PROVIDED RECORDS -
————

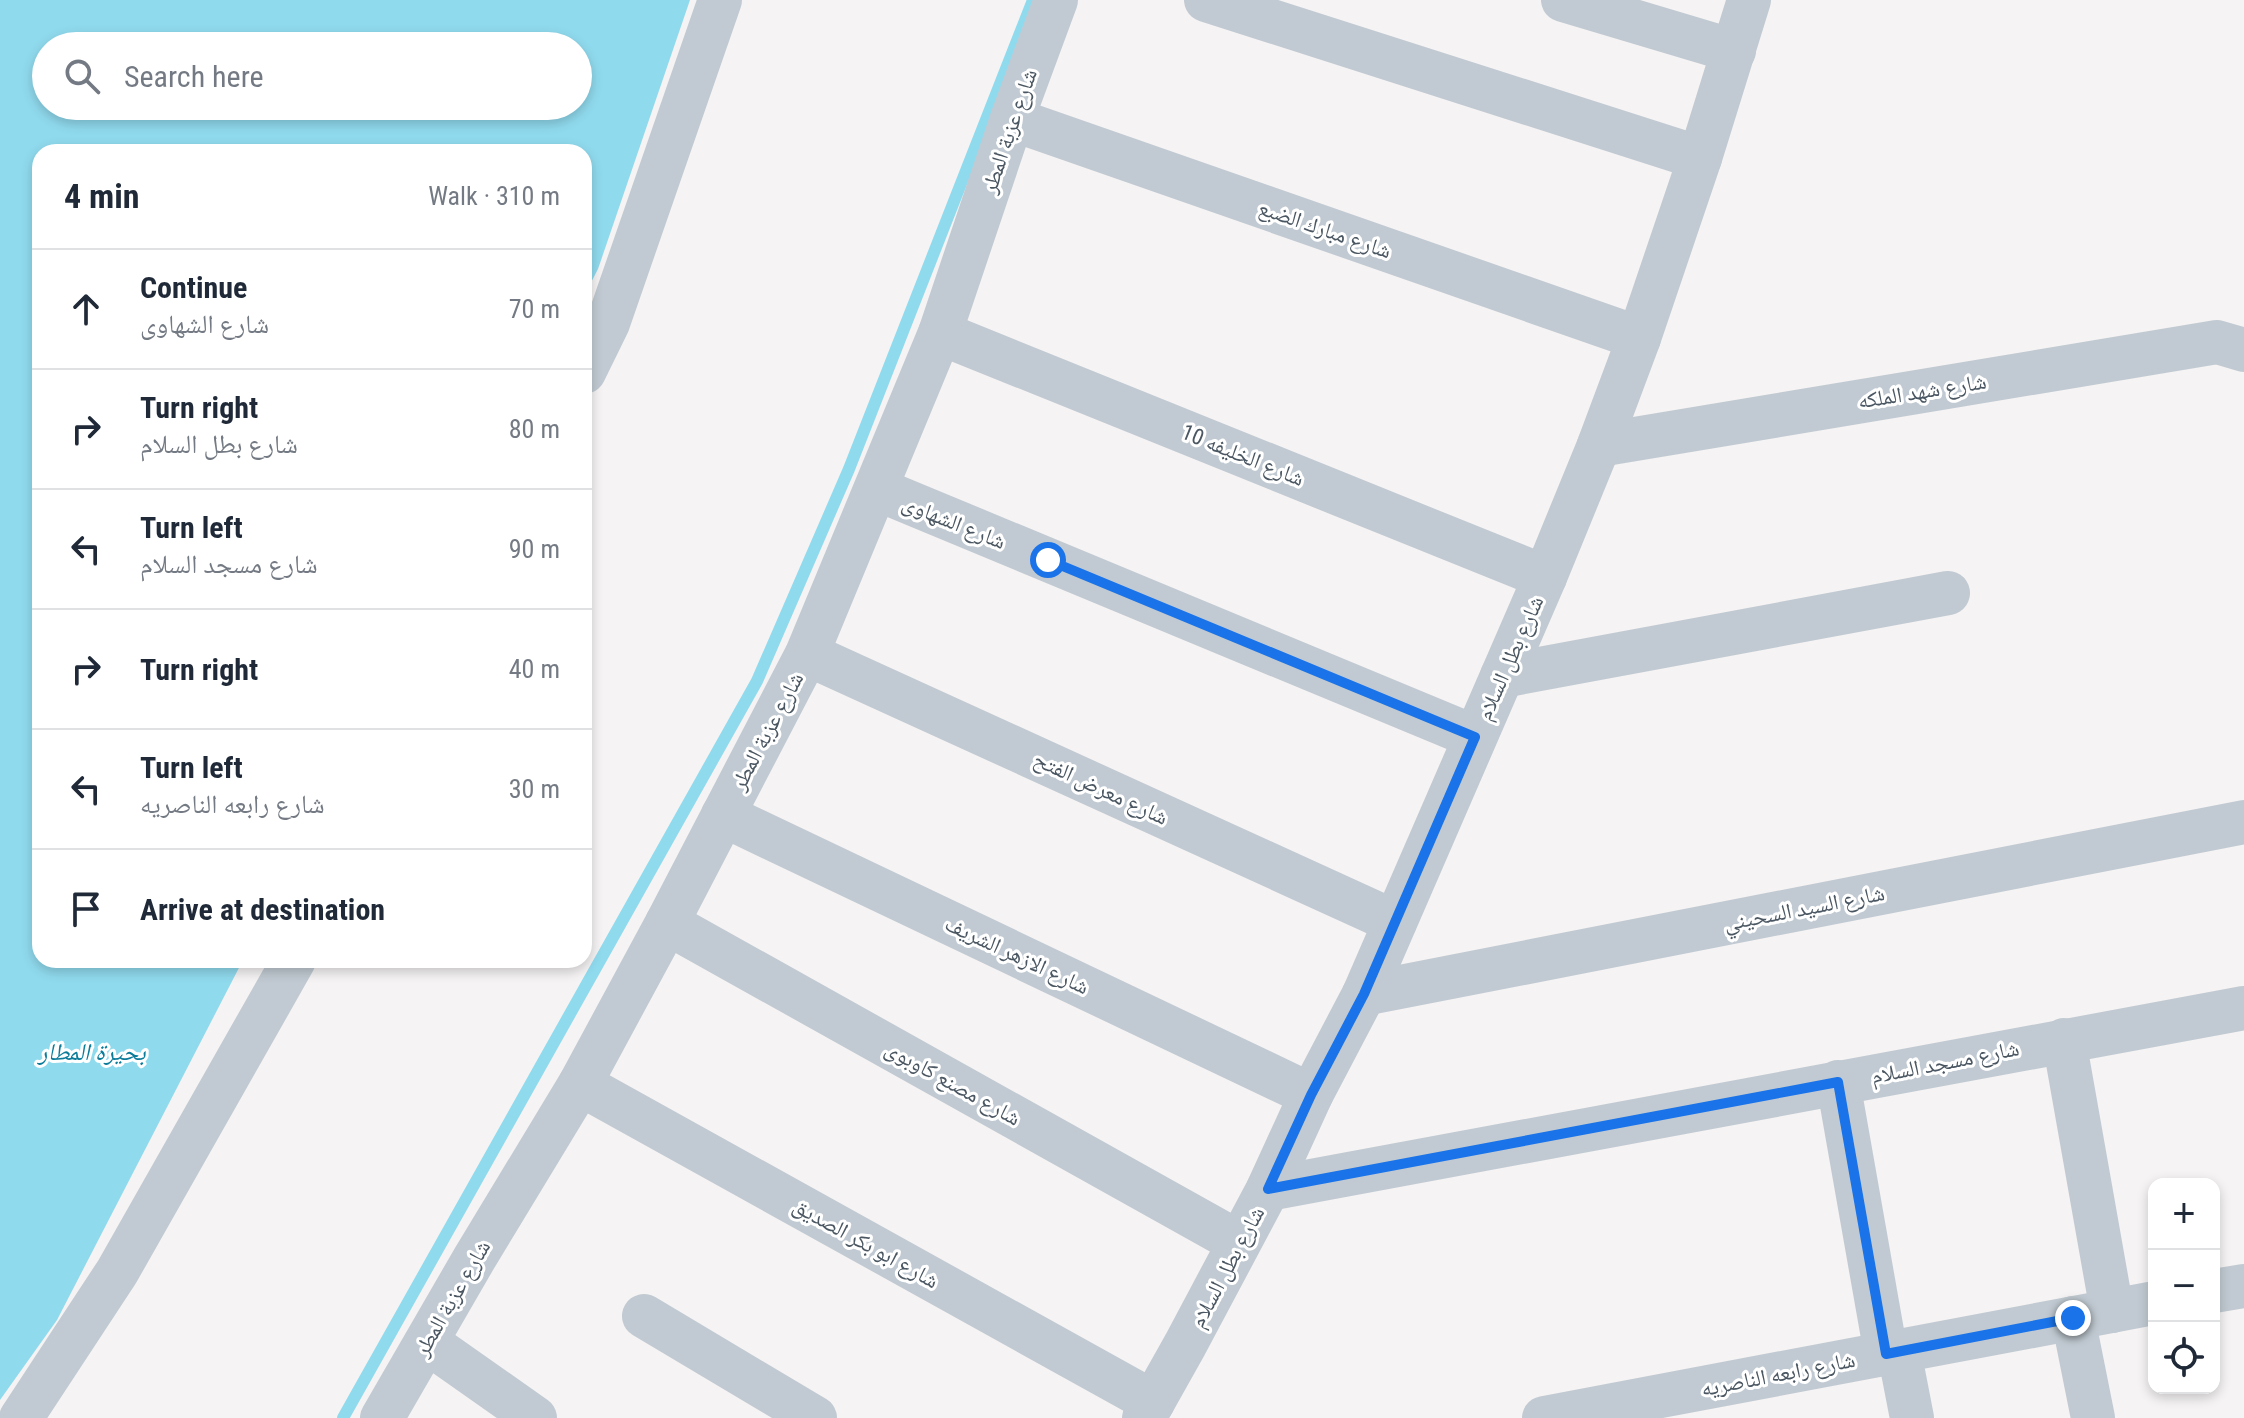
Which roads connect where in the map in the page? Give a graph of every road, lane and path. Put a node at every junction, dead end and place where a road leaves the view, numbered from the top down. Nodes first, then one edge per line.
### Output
1 (720, 0) edge
2 (1056, 0) edge
3 (1206, 0) edge
4 (1563, 0) edge
5 (1749, 0) edge
6 (1734, 51) junction
7 (1012, 119) junction
8 (1700, 158) junction
9 (940, 333) junction
10 (1639, 338) junction
11 (2244, 350) edge
12 (592, 356) edge
13 (1599, 445) junction
14 (877, 489) junction
15 (1545, 577) junction
16 (1948, 593) dead end
17 (807, 654) junction
18 (1502, 676) junction
19 (1475, 737) junction
20 (723, 815) junction
21 (2244, 822) edge
22 (1395, 922) junction
23 (667, 923) junction
24 (289, 968) edge
25 (1364, 994) junction
26 (2244, 1008) edge
27 (2064, 1040) junction
28 (1838, 1082) junction
29 (580, 1084) junction
30 (1311, 1095) junction
31 (1268, 1189) junction
32 (1238, 1242) junction
33 (2244, 1286) edge
34 (2220, 1290) edge
35 (2113, 1311) edge
36 (644, 1316) dead end
37 (427, 1342) junction
38 (1892, 1352) junction
39 (1677, 1406) edge
40 (1148, 1410) edge
41 (21, 1418) edge
42 (382, 1418) edge
43 (535, 1418) edge
44 (815, 1418) edge
45 (1544, 1418) edge
46 (1912, 1418) edge
47 (2093, 1418) edge

1 - 12 street
2 - 7 street, شارع عزبة المطر
3 - 8 street
4 - 6 street
5 - 6 street, شارع بطل السلام
6 - 8 street, شارع بطل السلام
7 - 9 street, شارع عزبة المطر
7 - 10 street, شارع مبارك الضبع
8 - 10 street, شارع بطل السلام
9 - 14 street, شارع عزبة المطر
9 - 15 street, شارع الخليفه 10
10 - 13 street, شارع بطل السلام
11 - 13 street, شارع شهد الملكه
13 - 15 street, شارع بطل السلام
14 - 17 street, شارع عزبة المطر
14 - 19 street, شارع الشهاوى
15 - 18 street, شارع بطل السلام
16 - 18 street
17 - 20 street, شارع عزبة المطر
17 - 22 street, شارع معرض الفتح
18 - 19 street, شارع بطل السلام
19 - 22 street, شارع بطل السلام
20 - 23 street, شارع عزبة المطر
20 - 30 street, شارع الازهر الشريف
21 - 25 street, شارع السيد السحيني
22 - 25 street, شارع بطل السلام
23 - 29 street, شارع عزبة المطر
23 - 32 street, شارع مصنع كاوبوى
24 - 41 street
25 - 30 street, شارع بطل السلام
26 - 27 street, شارع مسجد السلام
27 - 28 street, شارع مسجد السلام
27 - 35 street
28 - 31 street, شارع مسجد السلام
28 - 38 street
29 - 37 street, شارع عزبة المطر
29 - 40 street, شارع ابو بكر الصديق
30 - 31 street, شارع بطل السلام
31 - 32 street, شارع بطل السلام
32 - 40 street, شارع بطل السلام
33 - 34 street
35 - 38 street, شارع رابعه الناصريه
35 - 47 street
36 - 44 street
37 - 42 street, شارع عزبة المطر
37 - 43 street
38 - 39 street, شارع رابعه الناصريه
38 - 46 street
39 - 45 street, شارع رابعه الناصريه

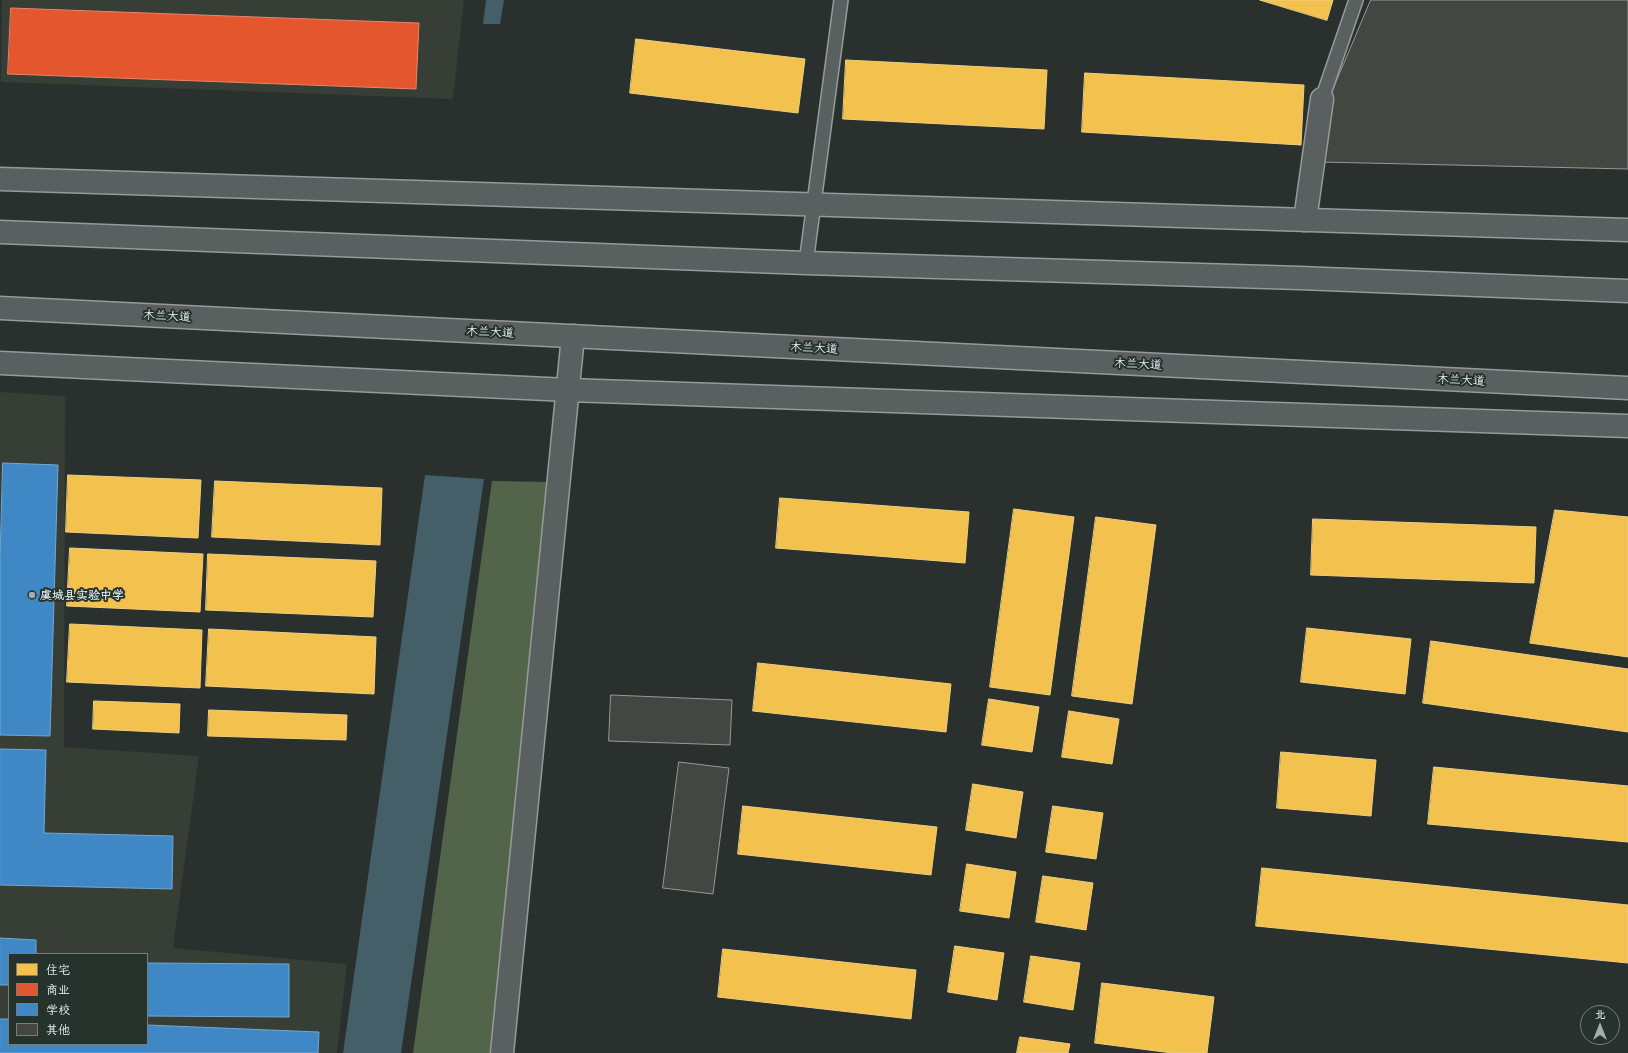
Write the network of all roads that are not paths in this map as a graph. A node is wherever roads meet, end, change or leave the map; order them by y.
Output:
1 (841, 0) edge
2 (1356, 0) edge
3 (1322, 99) joint
4 (0, 179) edge
5 (814, 204) junction
6 (1305, 220) junction
7 (1628, 230) edge
8 (0, 232) edge
9 (806, 263) junction
10 (1628, 291) edge
11 (0, 308) edge
12 (573, 336) junction
13 (0, 363) edge
14 (1628, 388) edge
15 (568, 390) junction
16 (1628, 426) edge
17 (502, 1053) edge

1 - 5 lane
2 - 3 lane
3 - 6 main road
4 - 5 main road
5 - 6 main road
5 - 9 lane
6 - 7 main road
8 - 9 main road
9 - 10 main road
11 - 12 main road, 木兰大道
12 - 14 main road, 木兰大道
12 - 15 main road
13 - 15 main road
15 - 16 main road
15 - 17 main road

————

PROBLEM - Within the entries above, how many lines hold the string "node"? State the number with no other words.

COMPLETED EXERCISE - 2